A morphological and immunolabelling study of freeze-substituted human and simian immunodeficiency viruses

Abstract

Rapid freezing, freeze substitution and low temperature embedding were used to obtain resin-embedded specimens of HIV and SIV for morphological and immunolabelling studies, with particular emphasis on the ‘lateral bodies’ and p6 protein. HIV- or SIV-infected cells were fixed in 3% paraformaldehyde and cryoprotected with 0.5 m sucrose. Cells were applied to pieces of Whatman No 1 filter paper and impact-frozen onto a liquid nitrogen cooled copper block. Specimens were freeze-substituted at −90°C using one of three different media: (a) absolute methanol, (b) methanol containing 0.5% uranyl acetate, and (c) methanol containing glutaraldehyde, osmium tetroxide and uranyl acetate. Specimens substituted in methanol and uranyl acetate showed both good structural preservation and retention of antigenicity.
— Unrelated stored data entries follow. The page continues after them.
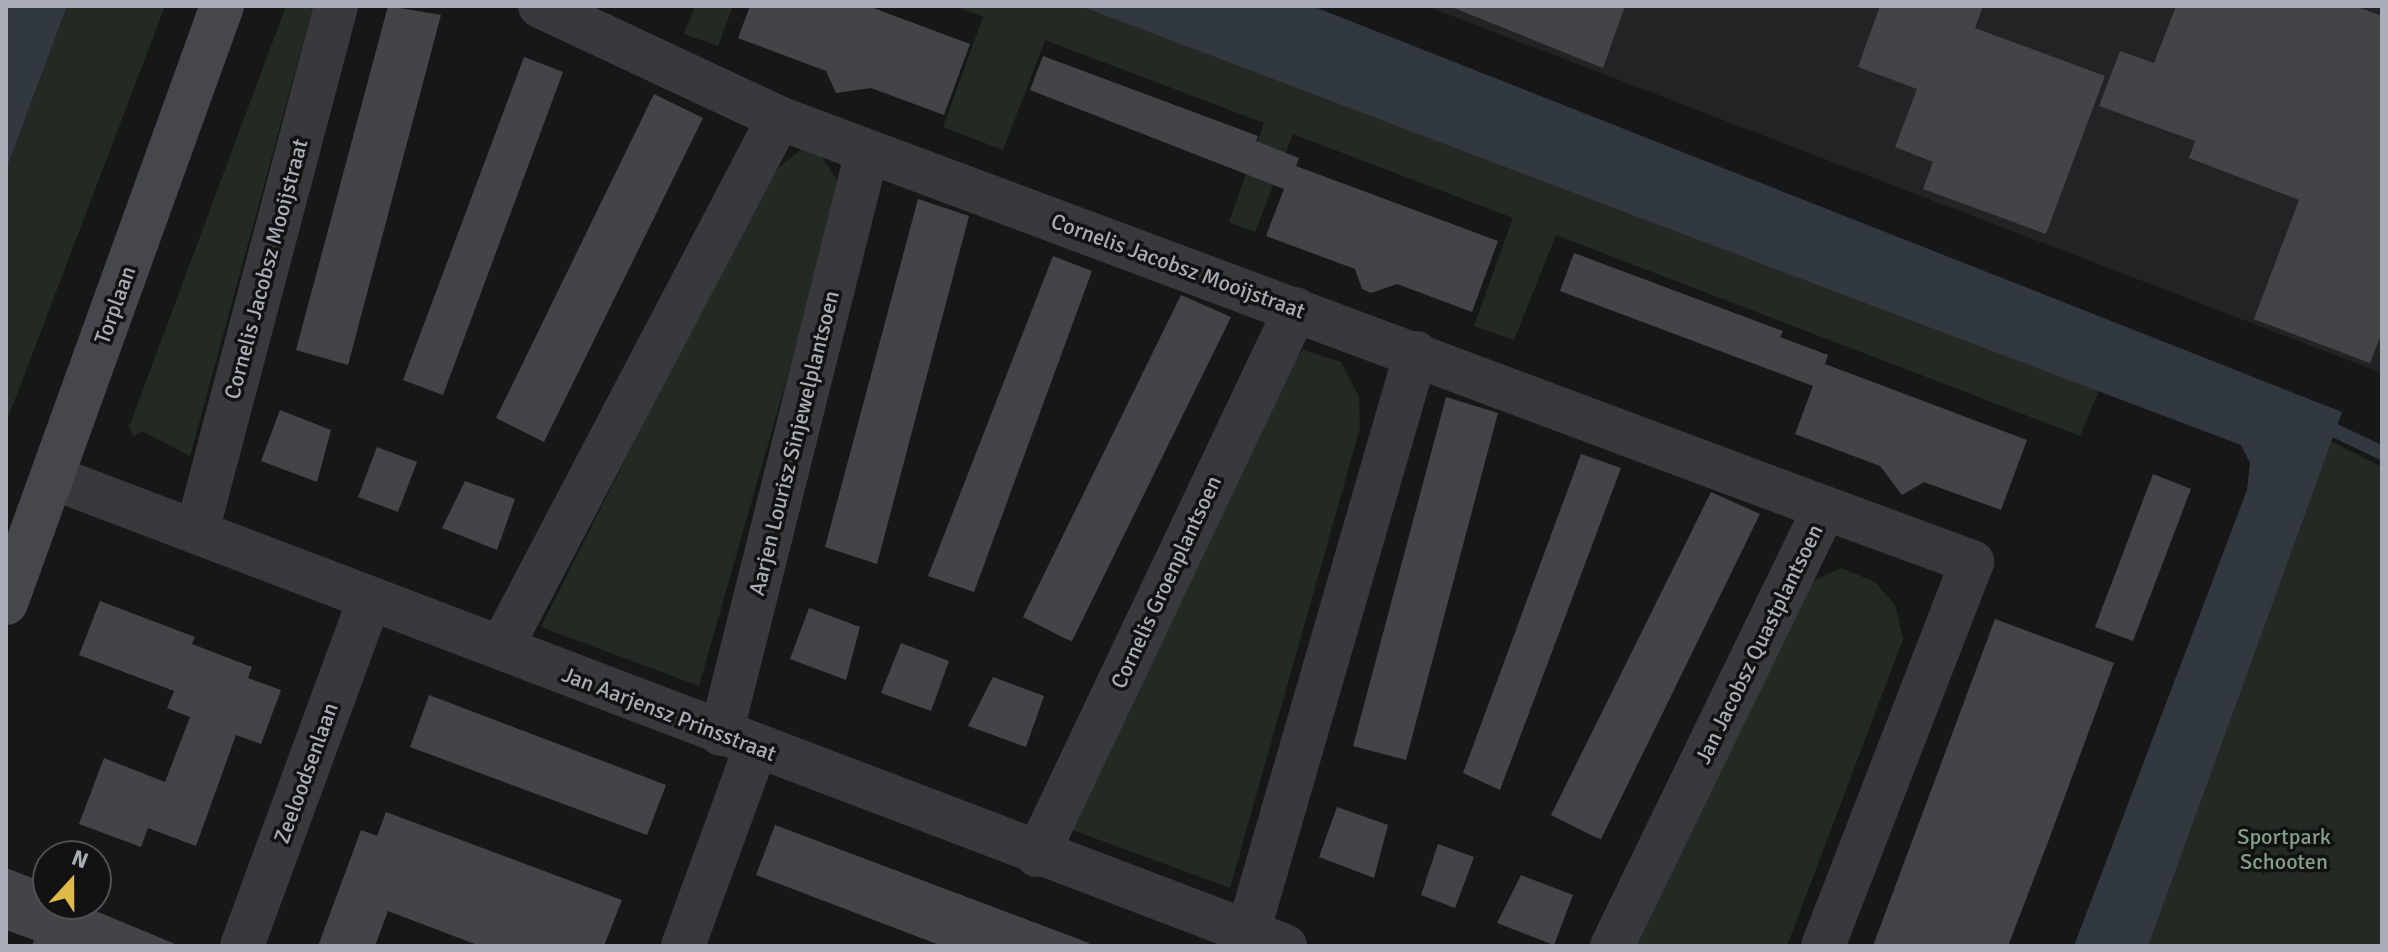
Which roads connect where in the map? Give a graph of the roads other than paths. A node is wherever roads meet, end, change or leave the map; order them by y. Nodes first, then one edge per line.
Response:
1 (222, 6) edge
2 (336, 6) edge
3 (540, 6) edge
4 (779, 118) junction
5 (867, 152) junction
6 (1296, 309) junction
7 (1416, 353) junction
8 (54, 478) junction
9 (1825, 508) junction
10 (197, 531) junction
11 (369, 600) junction
12 (6, 603) edge
13 (501, 648) junction
14 (738, 740) junction
15 (1037, 855) junction
16 (1266, 939) edge
17 (242, 946) edge
18 (683, 946) edge
19 (1612, 946) edge
20 (1823, 946) edge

We found that the use of filter paper for supporting the specimen was an important factor in obtaining good freezing rates and was more practical than freezing mixtures of cells and gelatin. When compared with specimens prepared by conventional fixation and embedding, freeze-substituted virus particles showed a greater uniformity of shape and size and were more dense in appearance. Distinct ‘lateral bodies’ were not observed in freeze-substituted viruses. The viral protein p6 was widely distributed in the centre of mature virus particles.